▸ Instructions for the task: When the string "Kalamunda" occurs in a line of the records, show that line.

▸ Saved data entries:
───
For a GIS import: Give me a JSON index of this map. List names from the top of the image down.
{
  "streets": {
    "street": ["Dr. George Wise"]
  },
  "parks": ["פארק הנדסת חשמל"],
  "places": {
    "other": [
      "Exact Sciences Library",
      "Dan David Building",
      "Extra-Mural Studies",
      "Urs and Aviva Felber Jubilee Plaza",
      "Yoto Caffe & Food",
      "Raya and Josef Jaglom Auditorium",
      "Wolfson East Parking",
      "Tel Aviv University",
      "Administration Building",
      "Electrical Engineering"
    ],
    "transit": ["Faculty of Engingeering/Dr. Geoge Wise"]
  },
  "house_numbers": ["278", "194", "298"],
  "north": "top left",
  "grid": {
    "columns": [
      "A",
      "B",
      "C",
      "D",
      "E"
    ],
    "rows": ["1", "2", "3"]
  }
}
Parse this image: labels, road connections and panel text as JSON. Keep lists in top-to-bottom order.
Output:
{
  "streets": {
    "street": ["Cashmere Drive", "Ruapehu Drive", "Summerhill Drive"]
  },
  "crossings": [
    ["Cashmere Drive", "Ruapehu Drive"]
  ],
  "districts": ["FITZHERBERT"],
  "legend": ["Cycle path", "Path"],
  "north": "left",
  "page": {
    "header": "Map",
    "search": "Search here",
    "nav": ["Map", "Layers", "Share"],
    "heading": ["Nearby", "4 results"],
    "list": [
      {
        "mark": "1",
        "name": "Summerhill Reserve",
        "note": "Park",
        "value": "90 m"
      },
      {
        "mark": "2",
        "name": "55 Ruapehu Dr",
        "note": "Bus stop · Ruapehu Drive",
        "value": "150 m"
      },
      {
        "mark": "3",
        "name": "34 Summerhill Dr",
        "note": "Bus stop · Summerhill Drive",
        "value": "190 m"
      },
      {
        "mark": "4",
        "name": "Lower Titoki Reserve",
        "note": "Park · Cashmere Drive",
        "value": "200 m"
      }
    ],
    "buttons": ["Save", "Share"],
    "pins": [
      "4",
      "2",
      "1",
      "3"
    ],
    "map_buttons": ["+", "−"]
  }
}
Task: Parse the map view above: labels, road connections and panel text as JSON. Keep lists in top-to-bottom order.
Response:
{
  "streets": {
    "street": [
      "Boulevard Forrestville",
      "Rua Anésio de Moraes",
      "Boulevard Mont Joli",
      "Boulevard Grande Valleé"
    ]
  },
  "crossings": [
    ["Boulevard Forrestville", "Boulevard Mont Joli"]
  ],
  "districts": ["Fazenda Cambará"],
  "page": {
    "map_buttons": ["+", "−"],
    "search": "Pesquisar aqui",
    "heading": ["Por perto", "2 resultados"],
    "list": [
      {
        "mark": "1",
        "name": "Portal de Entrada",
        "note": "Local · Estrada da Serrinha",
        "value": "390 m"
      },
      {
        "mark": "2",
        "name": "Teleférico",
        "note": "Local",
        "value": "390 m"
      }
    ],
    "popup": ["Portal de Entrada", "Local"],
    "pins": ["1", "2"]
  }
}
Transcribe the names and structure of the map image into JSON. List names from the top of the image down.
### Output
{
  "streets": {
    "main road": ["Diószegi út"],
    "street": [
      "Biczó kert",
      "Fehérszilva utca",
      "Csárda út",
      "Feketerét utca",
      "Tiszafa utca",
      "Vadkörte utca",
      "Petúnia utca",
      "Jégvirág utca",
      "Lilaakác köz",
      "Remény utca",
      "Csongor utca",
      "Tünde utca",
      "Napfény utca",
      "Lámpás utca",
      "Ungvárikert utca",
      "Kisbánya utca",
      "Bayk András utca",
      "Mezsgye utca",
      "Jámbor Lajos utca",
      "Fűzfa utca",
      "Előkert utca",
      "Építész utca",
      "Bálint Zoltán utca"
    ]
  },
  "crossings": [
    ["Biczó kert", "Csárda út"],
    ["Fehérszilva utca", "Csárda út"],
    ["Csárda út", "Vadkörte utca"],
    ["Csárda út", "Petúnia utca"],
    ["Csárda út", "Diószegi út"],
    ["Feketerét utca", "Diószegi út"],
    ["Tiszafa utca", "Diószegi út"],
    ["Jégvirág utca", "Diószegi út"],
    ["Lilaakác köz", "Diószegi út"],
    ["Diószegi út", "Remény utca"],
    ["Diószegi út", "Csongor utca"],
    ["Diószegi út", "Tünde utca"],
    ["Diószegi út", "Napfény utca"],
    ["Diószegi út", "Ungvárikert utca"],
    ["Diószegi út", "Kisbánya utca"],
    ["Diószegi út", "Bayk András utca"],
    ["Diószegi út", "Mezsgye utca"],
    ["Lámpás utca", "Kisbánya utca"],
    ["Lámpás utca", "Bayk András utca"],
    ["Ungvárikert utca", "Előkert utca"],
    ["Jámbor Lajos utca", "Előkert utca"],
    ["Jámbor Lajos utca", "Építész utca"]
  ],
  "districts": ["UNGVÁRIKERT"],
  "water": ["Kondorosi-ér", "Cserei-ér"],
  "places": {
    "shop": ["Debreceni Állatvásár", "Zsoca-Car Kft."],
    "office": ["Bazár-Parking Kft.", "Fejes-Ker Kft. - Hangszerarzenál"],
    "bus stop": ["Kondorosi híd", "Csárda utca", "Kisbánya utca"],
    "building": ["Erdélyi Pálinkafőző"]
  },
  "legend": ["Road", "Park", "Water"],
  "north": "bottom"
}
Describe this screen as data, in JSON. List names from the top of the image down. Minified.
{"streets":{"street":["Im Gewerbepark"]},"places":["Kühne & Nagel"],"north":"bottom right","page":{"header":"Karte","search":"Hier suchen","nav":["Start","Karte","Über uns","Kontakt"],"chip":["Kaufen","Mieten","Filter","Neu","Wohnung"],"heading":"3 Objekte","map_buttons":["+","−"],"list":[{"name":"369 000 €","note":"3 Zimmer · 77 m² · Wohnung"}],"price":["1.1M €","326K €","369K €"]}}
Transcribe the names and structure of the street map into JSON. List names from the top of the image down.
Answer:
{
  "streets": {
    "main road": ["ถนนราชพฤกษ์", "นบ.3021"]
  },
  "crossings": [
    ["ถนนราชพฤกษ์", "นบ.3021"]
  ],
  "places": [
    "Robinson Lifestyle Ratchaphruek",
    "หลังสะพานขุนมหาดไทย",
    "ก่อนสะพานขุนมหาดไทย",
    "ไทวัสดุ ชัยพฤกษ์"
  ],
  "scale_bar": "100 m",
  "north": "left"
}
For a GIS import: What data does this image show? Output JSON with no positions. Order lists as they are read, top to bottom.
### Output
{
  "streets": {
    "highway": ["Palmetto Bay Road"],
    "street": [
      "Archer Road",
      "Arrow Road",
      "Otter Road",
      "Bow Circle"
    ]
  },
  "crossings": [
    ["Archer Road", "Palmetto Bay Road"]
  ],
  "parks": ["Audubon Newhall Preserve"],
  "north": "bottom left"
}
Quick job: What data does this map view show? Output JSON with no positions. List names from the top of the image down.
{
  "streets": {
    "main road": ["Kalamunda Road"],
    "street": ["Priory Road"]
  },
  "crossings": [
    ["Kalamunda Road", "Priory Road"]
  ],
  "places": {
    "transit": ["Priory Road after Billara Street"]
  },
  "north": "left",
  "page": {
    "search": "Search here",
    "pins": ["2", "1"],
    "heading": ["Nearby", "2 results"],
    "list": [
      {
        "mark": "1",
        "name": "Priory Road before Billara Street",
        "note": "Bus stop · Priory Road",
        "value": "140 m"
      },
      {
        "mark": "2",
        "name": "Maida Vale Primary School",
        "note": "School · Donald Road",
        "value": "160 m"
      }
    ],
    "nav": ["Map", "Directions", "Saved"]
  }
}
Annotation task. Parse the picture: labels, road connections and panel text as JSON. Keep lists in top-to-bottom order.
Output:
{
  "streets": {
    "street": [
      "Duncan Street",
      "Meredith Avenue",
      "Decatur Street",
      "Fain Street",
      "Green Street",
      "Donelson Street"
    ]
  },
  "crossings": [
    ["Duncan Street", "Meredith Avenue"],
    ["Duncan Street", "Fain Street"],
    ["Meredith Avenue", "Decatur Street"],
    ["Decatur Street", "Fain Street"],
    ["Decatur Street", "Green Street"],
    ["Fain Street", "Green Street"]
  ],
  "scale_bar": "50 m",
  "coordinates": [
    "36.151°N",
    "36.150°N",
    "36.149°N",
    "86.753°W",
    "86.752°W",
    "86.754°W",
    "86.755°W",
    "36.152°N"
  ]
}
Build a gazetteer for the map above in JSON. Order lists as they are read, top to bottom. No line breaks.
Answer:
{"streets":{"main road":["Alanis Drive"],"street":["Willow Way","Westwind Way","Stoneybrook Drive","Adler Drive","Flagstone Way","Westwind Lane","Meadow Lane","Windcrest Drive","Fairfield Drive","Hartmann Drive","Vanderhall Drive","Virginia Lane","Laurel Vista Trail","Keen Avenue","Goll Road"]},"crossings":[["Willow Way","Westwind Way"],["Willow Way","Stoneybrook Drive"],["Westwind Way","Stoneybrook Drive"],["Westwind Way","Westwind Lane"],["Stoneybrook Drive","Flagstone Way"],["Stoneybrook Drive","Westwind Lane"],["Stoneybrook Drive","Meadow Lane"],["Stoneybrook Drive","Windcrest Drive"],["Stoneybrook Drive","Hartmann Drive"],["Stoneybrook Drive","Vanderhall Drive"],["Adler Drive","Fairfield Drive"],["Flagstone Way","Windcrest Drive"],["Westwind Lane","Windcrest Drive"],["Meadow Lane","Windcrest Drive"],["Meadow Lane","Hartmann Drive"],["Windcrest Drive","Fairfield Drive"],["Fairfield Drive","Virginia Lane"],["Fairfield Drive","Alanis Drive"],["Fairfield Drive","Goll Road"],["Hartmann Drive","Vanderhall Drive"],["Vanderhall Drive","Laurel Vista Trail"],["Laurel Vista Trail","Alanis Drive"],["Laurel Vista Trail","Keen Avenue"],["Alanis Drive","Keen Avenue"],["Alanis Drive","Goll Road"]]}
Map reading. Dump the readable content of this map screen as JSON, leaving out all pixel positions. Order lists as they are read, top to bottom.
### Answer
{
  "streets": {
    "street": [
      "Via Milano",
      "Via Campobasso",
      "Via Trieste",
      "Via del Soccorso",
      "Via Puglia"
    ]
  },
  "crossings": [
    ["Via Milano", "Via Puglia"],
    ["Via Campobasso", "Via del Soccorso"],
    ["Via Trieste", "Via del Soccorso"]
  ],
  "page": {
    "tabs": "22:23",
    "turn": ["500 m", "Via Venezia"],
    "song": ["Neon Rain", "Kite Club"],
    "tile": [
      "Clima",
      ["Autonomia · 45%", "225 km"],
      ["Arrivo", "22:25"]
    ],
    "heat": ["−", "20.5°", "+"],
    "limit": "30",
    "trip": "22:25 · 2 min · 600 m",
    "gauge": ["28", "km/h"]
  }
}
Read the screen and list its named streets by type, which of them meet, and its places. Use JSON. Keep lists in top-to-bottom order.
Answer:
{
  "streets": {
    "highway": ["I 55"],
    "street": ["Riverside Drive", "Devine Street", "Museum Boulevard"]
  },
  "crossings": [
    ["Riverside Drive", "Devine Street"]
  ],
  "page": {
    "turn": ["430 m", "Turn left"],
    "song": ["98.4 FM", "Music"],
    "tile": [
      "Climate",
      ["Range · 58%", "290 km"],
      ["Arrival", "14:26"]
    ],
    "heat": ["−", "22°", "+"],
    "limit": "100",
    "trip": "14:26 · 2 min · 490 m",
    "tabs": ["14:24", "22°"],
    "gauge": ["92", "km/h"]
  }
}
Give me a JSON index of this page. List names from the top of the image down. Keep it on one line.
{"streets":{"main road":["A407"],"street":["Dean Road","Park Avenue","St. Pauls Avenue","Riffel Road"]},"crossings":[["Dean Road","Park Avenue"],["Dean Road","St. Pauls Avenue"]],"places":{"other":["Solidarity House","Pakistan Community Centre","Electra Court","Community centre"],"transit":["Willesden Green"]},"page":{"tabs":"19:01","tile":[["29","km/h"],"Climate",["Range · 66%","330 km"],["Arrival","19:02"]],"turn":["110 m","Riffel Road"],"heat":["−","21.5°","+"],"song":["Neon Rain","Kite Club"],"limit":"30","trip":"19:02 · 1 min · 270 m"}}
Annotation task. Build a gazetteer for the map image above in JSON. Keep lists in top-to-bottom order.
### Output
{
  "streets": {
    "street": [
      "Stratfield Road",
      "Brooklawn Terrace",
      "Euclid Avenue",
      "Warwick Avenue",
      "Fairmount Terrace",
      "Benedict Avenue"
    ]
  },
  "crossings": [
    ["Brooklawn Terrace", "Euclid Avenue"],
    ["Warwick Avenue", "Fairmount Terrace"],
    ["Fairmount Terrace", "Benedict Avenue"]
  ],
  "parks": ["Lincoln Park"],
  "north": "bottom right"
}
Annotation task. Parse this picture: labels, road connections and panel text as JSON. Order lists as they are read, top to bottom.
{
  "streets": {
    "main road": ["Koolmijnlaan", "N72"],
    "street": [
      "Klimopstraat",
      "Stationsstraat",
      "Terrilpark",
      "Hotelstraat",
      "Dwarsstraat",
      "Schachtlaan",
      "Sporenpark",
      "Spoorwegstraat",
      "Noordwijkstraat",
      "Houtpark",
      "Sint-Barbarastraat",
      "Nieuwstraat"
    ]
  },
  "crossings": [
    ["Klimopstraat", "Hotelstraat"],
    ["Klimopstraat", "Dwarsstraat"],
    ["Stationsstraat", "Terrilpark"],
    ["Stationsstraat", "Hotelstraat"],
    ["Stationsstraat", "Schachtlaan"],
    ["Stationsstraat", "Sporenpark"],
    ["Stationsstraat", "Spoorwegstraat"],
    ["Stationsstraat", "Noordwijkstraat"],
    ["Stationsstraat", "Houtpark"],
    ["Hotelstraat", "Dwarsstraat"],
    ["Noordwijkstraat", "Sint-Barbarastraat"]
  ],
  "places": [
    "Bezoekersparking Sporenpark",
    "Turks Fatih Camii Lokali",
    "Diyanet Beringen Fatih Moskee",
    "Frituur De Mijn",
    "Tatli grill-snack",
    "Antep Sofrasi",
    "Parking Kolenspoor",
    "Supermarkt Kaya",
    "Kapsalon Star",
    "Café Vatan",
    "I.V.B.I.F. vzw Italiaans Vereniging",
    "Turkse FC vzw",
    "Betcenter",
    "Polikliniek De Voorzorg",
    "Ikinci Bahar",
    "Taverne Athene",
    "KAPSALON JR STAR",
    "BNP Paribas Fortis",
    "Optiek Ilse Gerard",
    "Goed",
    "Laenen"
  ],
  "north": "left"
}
───
▸ Your response:
    "main road": ["Kalamunda Road"],
    ["Kalamunda Road", "Priory Road"]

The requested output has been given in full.